- Leader: Manuel Murguía
- Founded: November 1, 1890
- Dissolved: January 15, 1892
- Newspaper: La Patria Gallega
- Ideology: Galicianism Big tent Völkisch nationalism Autonomism

= Galician Regionalist Association =

The Galician Regionalist Association (ARG, Asociación Regionalista Gallega in Spanish language or Asociación Rexionalista Galega in Galician language) was an active regionalist political organization in Galicia between 1890 and 1892.

==History==
In November 1890, ARG was founded in Santiago de Compostela, under the provisional name of Regionalist Central Committee, chaired by Manuel Murguía, although most of its members came from traditionalism. Among them highlighted Alfredo Brañas, Salvador Cabeza de León, José Tarrío and Juan Barcia Caballero. In 1891 local committees were created in Lugo, A Coruña, Ourense, Pontevedra and Tui formed. In total there was never more than 50 members, being the ARG relatively elitist. In the municipal elections of Santiago de Compostela in 1891, Jose Tarrío and Salvador Cabeza de León were elected town councillors, the first galicianist politicians to be elected to public office in the history of Galicia.

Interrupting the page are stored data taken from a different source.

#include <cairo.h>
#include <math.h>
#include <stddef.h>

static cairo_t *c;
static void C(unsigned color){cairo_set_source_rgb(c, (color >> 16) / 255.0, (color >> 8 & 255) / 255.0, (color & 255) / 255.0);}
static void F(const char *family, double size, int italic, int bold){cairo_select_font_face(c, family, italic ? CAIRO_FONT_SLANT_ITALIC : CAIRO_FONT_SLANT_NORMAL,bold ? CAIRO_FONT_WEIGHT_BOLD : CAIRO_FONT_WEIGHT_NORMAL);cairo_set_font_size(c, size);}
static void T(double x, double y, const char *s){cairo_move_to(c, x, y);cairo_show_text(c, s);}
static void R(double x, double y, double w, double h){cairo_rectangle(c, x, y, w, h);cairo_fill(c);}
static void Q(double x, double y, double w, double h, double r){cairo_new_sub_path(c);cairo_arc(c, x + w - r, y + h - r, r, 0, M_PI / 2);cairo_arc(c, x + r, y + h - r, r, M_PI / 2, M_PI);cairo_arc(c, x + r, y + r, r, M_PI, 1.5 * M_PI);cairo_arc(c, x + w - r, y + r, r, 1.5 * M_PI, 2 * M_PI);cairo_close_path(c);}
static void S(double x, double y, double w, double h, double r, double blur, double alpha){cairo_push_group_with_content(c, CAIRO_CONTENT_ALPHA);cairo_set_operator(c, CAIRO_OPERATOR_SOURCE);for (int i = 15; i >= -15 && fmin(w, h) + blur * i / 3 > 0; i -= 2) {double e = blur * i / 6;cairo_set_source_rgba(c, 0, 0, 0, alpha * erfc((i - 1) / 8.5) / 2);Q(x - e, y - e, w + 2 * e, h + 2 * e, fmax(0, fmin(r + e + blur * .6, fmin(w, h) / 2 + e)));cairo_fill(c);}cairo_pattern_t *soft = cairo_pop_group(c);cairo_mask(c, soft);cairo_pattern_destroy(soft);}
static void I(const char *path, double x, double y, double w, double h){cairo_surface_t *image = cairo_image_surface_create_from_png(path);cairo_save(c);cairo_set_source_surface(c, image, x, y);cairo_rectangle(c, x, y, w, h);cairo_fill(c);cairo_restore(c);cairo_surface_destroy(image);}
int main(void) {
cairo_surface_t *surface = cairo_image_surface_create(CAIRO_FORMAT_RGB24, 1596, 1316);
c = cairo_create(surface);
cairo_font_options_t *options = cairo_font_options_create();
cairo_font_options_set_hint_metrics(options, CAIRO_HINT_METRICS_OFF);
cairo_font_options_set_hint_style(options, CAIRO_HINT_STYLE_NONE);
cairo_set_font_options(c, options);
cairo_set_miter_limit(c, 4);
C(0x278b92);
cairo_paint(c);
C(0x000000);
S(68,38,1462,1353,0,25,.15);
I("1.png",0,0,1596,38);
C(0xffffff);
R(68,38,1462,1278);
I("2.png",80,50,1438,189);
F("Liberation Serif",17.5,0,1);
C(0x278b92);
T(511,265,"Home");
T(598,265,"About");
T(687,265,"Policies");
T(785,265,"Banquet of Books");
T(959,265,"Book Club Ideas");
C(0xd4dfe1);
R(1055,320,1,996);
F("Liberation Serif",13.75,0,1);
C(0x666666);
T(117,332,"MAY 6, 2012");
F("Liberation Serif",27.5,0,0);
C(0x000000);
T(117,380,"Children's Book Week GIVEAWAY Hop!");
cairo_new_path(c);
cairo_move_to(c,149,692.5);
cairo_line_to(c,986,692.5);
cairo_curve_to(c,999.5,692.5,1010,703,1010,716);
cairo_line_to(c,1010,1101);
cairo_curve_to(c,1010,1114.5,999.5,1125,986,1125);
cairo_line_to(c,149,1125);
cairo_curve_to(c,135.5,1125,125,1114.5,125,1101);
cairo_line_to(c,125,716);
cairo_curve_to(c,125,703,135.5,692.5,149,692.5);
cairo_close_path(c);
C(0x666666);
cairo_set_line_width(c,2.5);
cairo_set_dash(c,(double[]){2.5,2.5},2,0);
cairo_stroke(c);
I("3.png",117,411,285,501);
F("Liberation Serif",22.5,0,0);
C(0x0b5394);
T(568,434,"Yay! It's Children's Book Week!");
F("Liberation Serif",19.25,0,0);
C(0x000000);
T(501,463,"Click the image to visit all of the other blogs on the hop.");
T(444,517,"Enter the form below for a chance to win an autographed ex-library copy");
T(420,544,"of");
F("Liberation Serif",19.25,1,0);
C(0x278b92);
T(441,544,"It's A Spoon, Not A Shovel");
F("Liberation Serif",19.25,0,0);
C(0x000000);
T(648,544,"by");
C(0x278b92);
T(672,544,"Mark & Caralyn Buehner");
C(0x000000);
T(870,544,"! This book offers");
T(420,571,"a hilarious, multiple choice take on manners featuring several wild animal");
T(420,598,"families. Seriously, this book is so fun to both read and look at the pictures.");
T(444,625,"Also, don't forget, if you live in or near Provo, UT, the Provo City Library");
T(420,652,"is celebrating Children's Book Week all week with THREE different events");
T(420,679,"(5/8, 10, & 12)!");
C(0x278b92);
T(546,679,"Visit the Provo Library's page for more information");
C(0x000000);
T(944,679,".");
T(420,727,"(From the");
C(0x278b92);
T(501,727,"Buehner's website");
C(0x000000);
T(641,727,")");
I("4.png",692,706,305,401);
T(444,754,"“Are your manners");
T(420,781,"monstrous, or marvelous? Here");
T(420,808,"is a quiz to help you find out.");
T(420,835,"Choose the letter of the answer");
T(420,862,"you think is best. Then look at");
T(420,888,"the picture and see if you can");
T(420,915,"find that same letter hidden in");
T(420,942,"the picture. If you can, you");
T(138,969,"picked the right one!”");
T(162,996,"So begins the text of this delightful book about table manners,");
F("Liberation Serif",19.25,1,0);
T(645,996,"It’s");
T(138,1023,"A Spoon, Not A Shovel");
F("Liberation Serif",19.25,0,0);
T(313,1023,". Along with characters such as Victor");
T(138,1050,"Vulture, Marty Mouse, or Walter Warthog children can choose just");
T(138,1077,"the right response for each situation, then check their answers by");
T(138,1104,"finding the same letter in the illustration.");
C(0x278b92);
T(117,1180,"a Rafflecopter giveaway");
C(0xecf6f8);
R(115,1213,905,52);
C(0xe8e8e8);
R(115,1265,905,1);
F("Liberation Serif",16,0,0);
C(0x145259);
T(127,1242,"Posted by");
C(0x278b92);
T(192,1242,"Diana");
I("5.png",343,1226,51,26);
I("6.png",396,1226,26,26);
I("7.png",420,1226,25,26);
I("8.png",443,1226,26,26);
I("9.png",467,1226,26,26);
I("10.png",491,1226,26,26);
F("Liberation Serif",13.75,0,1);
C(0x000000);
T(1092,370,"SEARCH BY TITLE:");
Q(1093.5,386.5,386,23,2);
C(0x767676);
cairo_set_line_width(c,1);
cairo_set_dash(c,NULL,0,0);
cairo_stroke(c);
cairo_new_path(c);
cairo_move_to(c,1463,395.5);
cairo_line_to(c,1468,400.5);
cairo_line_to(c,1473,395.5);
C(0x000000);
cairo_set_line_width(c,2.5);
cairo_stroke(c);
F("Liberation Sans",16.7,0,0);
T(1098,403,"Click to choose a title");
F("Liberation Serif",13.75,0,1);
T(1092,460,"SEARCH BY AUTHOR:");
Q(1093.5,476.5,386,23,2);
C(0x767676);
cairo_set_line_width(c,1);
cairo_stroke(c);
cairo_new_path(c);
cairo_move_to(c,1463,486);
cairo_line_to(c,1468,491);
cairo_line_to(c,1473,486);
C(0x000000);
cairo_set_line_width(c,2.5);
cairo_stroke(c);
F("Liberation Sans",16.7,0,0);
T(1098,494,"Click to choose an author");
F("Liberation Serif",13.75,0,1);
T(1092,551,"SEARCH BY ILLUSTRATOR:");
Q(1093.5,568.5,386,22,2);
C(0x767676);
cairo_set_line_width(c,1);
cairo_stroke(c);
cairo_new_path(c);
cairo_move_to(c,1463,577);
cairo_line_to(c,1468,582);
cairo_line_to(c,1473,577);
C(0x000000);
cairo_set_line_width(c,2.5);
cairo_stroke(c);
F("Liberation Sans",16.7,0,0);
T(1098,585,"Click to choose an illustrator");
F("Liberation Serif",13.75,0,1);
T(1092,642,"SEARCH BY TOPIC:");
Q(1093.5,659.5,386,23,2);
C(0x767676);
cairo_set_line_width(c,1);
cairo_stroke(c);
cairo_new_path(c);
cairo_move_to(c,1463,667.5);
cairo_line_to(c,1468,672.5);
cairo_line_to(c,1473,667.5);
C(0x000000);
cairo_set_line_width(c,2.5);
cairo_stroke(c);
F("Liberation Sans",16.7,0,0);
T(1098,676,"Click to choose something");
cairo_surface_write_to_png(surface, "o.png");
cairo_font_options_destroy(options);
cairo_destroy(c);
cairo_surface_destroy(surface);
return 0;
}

La Patria Gallega (1891-1892) was the official organ of the ARG, directed by Manuel Murguía, and that had a lot of impact in the evolution of galicianist. The most famous action of the ARG was organization of the Floral Games of Tui in 1891, in which Murguía and Alfredo Brañas used the Galician language for the first since the 16th Century at a public event. Some people of the ARG (including Murguía) also started considering Galicia as a nation, not just a region of Spain, clearing the way for the emergence of modern Galician nationalism.

The differences between traditionalists and liberals impeded the consolidation of the organization, although it was very important in the formation of a Galician national sentiment, as the first regionalist political organization that existed in Galicia.